Last summer I migrated my blog from Wordpress to Pelican. I did this for a couple of reasons (see my post here), but one thing that I was a bit worried about when I migrated was that Pelican's offering for site search didn't look promising.
There was an outdated plugin called tipue-search but when I was looking at it I could tell it was on it's last legs.
I thought about it, and since my blag isn't super high trafficked AND you can use google to search a specific site, I could wait a bit and see what options came up.
After waiting a few months, I decided it would be interesting to see if I could write a SQLite utility to get the data from my blog, add it to a SQLite database and then use datasette to serve it up.
I wrote the beginning scaffolding for it last August in a utility called pelican-to-sqlite, but I ran into several technical issues I just couldn't overcome. I thought about giving up, but sometimes you just need to take a step away from a thing, right?

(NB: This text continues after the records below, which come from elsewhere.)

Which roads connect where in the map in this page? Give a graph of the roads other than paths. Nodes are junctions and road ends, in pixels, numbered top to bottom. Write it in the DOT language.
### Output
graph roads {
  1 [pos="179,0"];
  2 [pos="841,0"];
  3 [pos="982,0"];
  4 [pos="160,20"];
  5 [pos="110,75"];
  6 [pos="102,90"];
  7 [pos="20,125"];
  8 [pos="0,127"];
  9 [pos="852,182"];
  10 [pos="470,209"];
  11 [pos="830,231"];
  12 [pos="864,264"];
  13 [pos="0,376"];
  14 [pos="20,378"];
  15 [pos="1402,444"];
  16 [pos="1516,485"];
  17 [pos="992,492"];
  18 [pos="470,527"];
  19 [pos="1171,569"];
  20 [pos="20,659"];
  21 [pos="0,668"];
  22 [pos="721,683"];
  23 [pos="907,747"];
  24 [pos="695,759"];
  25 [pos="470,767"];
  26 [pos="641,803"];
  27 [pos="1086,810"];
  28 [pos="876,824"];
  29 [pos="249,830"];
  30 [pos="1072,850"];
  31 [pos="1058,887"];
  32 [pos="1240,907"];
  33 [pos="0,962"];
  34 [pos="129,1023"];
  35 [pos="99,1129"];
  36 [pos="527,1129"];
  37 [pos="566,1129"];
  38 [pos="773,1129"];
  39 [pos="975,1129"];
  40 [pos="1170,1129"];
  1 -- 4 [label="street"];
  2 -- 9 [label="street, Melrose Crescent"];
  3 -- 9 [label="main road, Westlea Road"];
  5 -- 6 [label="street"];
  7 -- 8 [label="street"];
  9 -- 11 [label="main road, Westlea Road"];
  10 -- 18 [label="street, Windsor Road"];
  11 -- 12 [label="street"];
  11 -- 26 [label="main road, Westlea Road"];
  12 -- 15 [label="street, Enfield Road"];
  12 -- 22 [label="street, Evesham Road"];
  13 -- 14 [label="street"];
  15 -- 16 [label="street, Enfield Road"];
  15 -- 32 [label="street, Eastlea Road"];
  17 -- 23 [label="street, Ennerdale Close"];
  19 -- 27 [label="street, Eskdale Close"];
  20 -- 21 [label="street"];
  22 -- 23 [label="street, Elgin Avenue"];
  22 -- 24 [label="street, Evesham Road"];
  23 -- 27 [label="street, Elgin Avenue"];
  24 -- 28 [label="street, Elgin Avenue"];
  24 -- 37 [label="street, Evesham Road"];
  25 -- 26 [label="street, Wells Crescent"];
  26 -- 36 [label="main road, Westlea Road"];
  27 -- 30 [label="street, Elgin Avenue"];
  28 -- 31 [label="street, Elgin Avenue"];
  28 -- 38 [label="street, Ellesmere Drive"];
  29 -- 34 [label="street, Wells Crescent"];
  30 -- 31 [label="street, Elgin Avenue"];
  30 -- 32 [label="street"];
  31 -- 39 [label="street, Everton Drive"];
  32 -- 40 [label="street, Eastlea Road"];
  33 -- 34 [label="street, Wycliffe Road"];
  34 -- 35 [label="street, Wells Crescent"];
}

After the first of the year I decided to revisit my idea, but first looked to see if there was anything new for Pelican search. I found a tool plugin called search that was released last November and is actively being developed, but as I read through the documentation there was just A LOT of stuff:
- stork
- requirements for the structure of your page html
- static asset hosting
- deployment requires updating your
nginx
settings
These all looked a bit scary to me, and since I've done some work using datasette I thought I'd revisit my initial idea.
My First Attempt
As I mentioned above, I wrote the beginning scaffolding late last summer. In my first attempt I tried to use a few tools to read the md
files and parse their yaml
structure and it just didn't work out. I also realized that Pelican
can have reStructured Text and that any attempt to parse just the md
file would never work for those file types.
My Second Attempt
The Plugin
During the holiday I thought a bit about approaching the problem from a different perspective. My initial idea was to try and write a datasette
style package to read the data from pelican
. I decided instead to see if I could write a pelican
plugin to get the data and then add it to a SQLite database. It turns out, I can, and it's not that hard.
Pelican uses signals
to make plugin in creation a pretty easy thing. I read a post and the documentation and was able to start my effort to refactor pelican-to-sqlite
.
From The missing Pelican plugins guide I saw lots of different options, but realized that the signal article_generator_write_article
is what I needed to get the article content that I needed.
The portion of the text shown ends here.